Purchase Book: https://nyupress.org/9781479819041/disciplinary-futures/

Author Bio

Nadia Y. Kim is Claudius M. Easley, Jr. Faculty Fellow Professor of Sociology at Texas A&M University. Her research focuses on U.S. race and citizenship hierarchies concerning Korean/Asian Americans and South Koreans, race and nativist racism in Los Angeles (e.g., 1992 LA Unrest), environmental (in)justice, immigrant women, and comparative racialization of Latinxs, Asian Americans, and Black Americans, and race theory. Throughout her work, Kim’s approach centers (neo)imperialism, transnationality, and the intersectionality of race, gender, class, and citizenship.

Dr. Kim has written two multi-award-winning books, the most recent, Refusing Death: Immigrant Women and the Fight for Environmental Justice in LA (Stanford University Press), examines Asian and Latina immigrant women's movements for clean air. Her second book, Imperial Citizens: Koreans and Race from Seoul to LA (Stanford, 2008), is an exploration of how immigrants navigate American imperial racism. Her third book, co-edited with Dr. Pawan Dhingra, Disciplinary Futures: Sociology in Conversation with American, Ethnic, and Indigenous Studies (NYU Press, 2023), addresses how sociology (and other social sciences) benefit from engaging with critical ethnic studies.

Dr. Kim has also (co)authored articles in anthologies and volumes of the top academic journals: Social Forces, Social Problems, International Migration Review, and The Du Bois Review. She and/or her work have been featured (inter)nationally on such fora as Red Table Talk, National Public Radio, Southern California Public Radio, Radio Korea, local TV news and in The Washington Post, The Chronicle of Higher Education, (MS)NBC News, The Boston Globe, The Korea Times, and NYLON Magazine.
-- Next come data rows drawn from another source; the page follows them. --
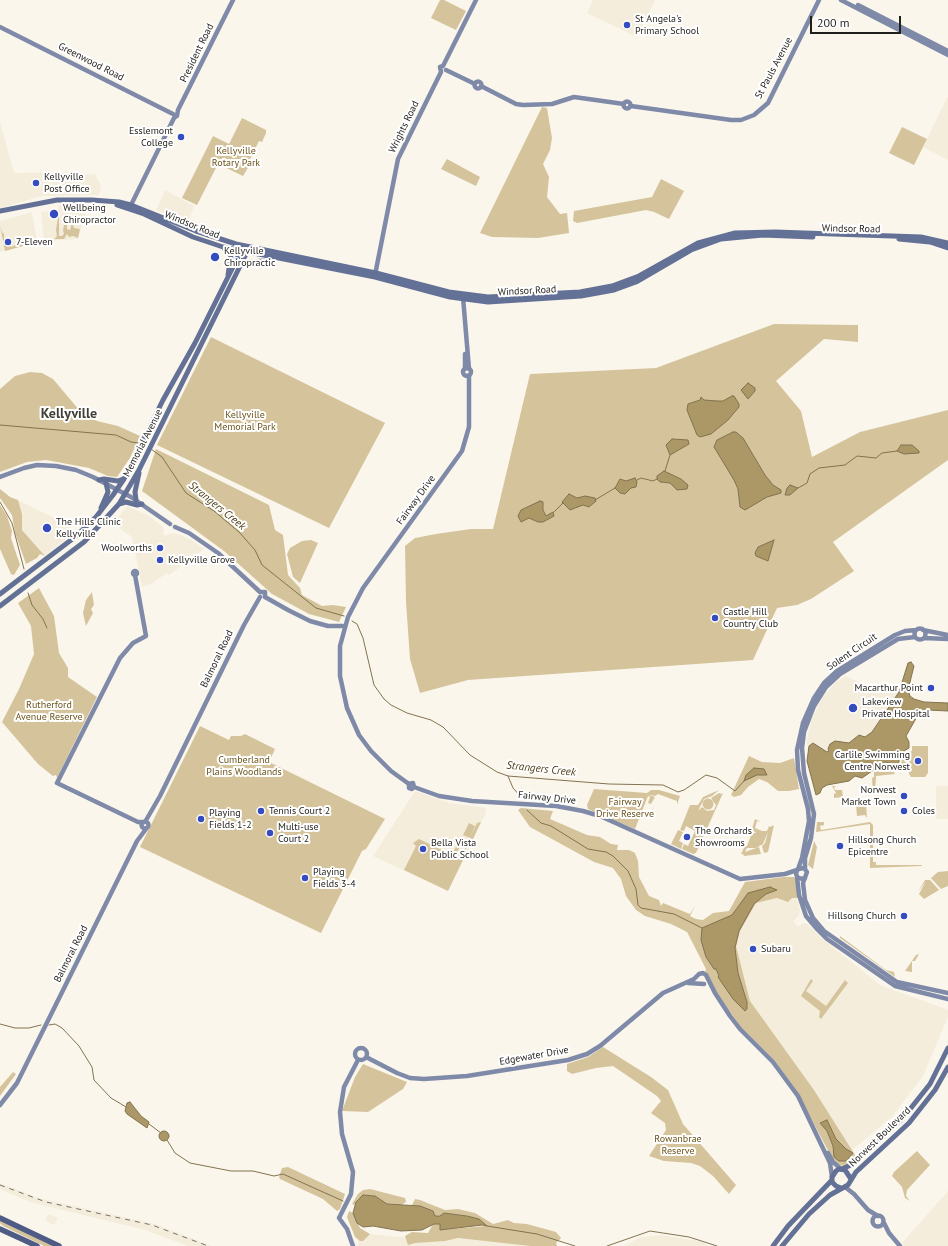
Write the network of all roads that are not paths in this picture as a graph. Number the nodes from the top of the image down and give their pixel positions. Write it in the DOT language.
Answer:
graph roads {
  1 [pos="233,0"];
  2 [pos="476,0"];
  3 [pos="820,0"];
  4 [pos="841,0"];
  5 [pos="847,0"];
  6 [pos="0,27"];
  7 [pos="948,51"];
  8 [pos="948,55"];
  9 [pos="443,69"];
  10 [pos="175,115"];
  11 [pos="130,207"];
  12 [pos="12,209"];
  13 [pos="0,211"];
  14 [pos="0,215"];
  15 [pos="921,237"];
  16 [pos="948,239"];
  17 [pos="948,243"];
  18 [pos="247,246"];
  19 [pos="223,247"];
  20 [pos="948,248"];
  21 [pos="241,251"];
  22 [pos="247,252"];
  23 [pos="271,257"];
  24 [pos="241,266"];
  25 [pos="376,275"];
  26 [pos="228,278"];
  27 [pos="463,297"];
  28 [pos="139,470"];
  29 [pos="0,477"];
  30 [pos="124,479"];
  31 [pos="99,480"];
  32 [pos="106,484"];
  33 [pos="117,489"];
  34 [pos="126,494"];
  35 [pos="136,500"];
  36 [pos="119,504"];
  37 [pos="142,504"];
  38 [pos="100,512"];
  39 [pos="135,575"];
  40 [pos="0,594"];
  41 [pos="260,594"];
  42 [pos="0,606"];
  43 [pos="343,629"];
  44 [pos="916,630"];
  45 [pos="923,630"];
  46 [pos="948,635"];
  47 [pos="915,637"];
  48 [pos="924,638"];
  49 [pos="948,640"];
  50 [pos="143,824"];
  51 [pos="805,869"];
  52 [pos="798,870"];
  53 [pos="785,874"];
  54 [pos="797,877"];
  55 [pos="805,878"];
  56 [pos="696,977"];
  57 [pos="707,978"];
  58 [pos="685,983"];
  59 [pos="701,984"];
  60 [pos="715,993"];
  61 [pos="948,993"];
  62 [pos="948,998"];
  63 [pos="948,1048"];
  64 [pos="366,1057"];
  65 [pos="358,1060"];
  66 [pos="948,1068"];
  67 [pos="21,1074"];
  68 [pos="0,1101"];
  69 [pos="0,1105"];
  70 [pos="812,1124"];
  71 [pos="842,1169"];
  72 [pos="832,1178"];
  73 [pos="850,1181"];
  74 [pos="843,1188"];
  75 [pos="858,1198"];
  76 [pos="868,1210"];
  77 [pos="878,1216"];
  78 [pos="0,1218"];
  79 [pos="873,1221"];
  80 [pos="882,1225"];
  81 [pos="0,1229"];
  82 [pos="37,1246"];
  83 [pos="59,1246"];
  84 [pos="353,1246"];
  85 [pos="773,1246"];
  86 [pos="782,1246"];
  87 [pos="900,1246"];
  1 -- 10 [label="street, President Road"];
  2 -- 9 [label="street, Wrights Road"];
  3 -- 9 [label="street, St Pauls Avenue"];
  4 -- 8 [label="street"];
  5 -- 7 [label="street"];
  6 -- 10 [label="street, Greenwood Road"];
  9 -- 25 [label="street, Wrights Road"];
  10 -- 11 [label="street, President Road"];
  11 -- 12 [label="main road, Windsor Road"];
  11 -- 18 [label="main road, Windsor Road"];
  11 -- 19 [label="main road, Windsor Road"];
  12 -- 13 [label="main road, Windsor Road"];
  12 -- 14 [label="main road, Windsor Road"];
  15 -- 16 [label="main road"];
  15 -- 17 [label="main road, Windsor Road"];
  15 -- 27 [label="main road, Windsor Road"];
  18 -- 21 [label="main road, Memorial Avenue"];
  18 -- 22 [label="main road, Memorial Avenue"];
  18 -- 25 [label="main road, Windsor Road"];
  19 -- 21 [label="main road, Windsor Road"];
  19 -- 26 [label="main road"];
  20 -- 27 [label="main road, Windsor Road"];
  21 -- 22 [label="main road, Windsor Road"];
  21 -- 26 [label="main road, Memorial Avenue"];
  22 -- 23 [label="main road, Windsor Road"];
  22 -- 24 [label="main road, Memorial Avenue"];
  23 -- 24 [label="main road"];
  23 -- 25 [label="main road, Windsor Road"];
  24 -- 28 [label="main road, Memorial Avenue"];
  25 -- 27 [label="main road, Windsor Road"];
  26 -- 30 [label="main road, Memorial Avenue"];
  27 -- 43 [label="street, Fairway Drive"];
  28 -- 34 [label="main road, Memorial Avenue"];
  28 -- 35 [label="main road"];
  29 -- 31 [label="street"];
  30 -- 31 [label="main road"];
  30 -- 33 [label="main road, Memorial Avenue"];
  31 -- 32 [label="street"];
  32 -- 33 [label="street"];
  32 -- 38 [label="main road"];
  33 -- 34 [label="street"];
  33 -- 38 [label="main road, Memorial Avenue"];
  34 -- 35 [label="street"];
  34 -- 36 [label="main road, Memorial Avenue"];
  35 -- 37 [label="street"];
  36 -- 37 [label="main road"];
  36 -- 42 [label="main road, Memorial Avenue"];
  37 -- 41 [label="street"];
  38 -- 40 [label="main road, Memorial Avenue"];
  39 -- 50 [label="street"];
  41 -- 43 [label="street"];
  41 -- 50 [label="street, Balmoral Road"];
  43 -- 53 [label="street, Fairway Drive"];
  44 -- 45 [label="street"];
  44 -- 47 [label="street"];
  44 -- 52 [label="street, Solent Circuit"];
  45 -- 46 [label="street"];
  45 -- 48 [label="street"];
  47 -- 48 [label="street"];
  47 -- 51 [label="street, Solent Circuit"];
  48 -- 49 [label="street"];
  50 -- 67 [label="street, Balmoral Road"];
  51 -- 52 [label="street"];
  51 -- 55 [label="street"];
  52 -- 53 [label="street, Fairway Drive"];
  52 -- 54 [label="street"];
  53 -- 54 [label="street, Fairway Drive"];
  54 -- 55 [label="street"];
  54 -- 62 [label="street"];
  55 -- 61 [label="street"];
  56 -- 57 [label="street"];
  56 -- 58 [label="street, Edgewater Drive"];
  56 -- 59 [label="street"];
  57 -- 59 [label="street"];
  57 -- 60 [label="street"];
  58 -- 59 [label="street, Edgewater Drive"];
  58 -- 64 [label="street, Edgewater Drive"];
  59 -- 60 [label="street"];
  60 -- 70 [label="street"];
  63 -- 71 [label="main road, Norwest Boulevard"];
  64 -- 65 [label="street"];
  64 -- 65 [label="street"];
  65 -- 84 [label="street"];
  66 -- 73 [label="main road, Norwest Boulevard"];
  67 -- 68 [label="street, Balmoral Road"];
  67 -- 69 [label="street, Balmoral Road"];
  70 -- 71 [label="street"];
  70 -- 72 [label="street"];
  71 -- 72 [label="main road"];
  71 -- 73 [label="main road"];
  72 -- 74 [label="main road"];
  72 -- 85 [label="main road"];
  73 -- 74 [label="main road"];
  73 -- 75 [label="street"];
  74 -- 75 [label="street"];
  74 -- 86 [label="main road"];
  75 -- 76 [label="street"];
  76 -- 77 [label="street"];
  76 -- 79 [label="street"];
  77 -- 79 [label="street"];
  77 -- 80 [label="street"];
  78 -- 83 [label="highway"];
  79 -- 80 [label="street"];
  80 -- 87 [label="street"];
  81 -- 82 [label="highway"];
}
Pawan Dhingra is associate provost and associate dean of the faculty and the Aliki Perroti and Seth Frank ’55 Professor of U.S. Immigration Studies, at Amherst College. He is president of the Association for Asian American Studies. A multiple-award winning author and teacher, his most recent monograph is Hyper Education: Why Good Schools, Good Grades, and Good Behavior Are Not Enough (New York University Press, 2021), for which he was profiled in the Netflix documentary, Spelling the Dream. His bylines include The New York Times, Time Magazine, CNN, and other venues.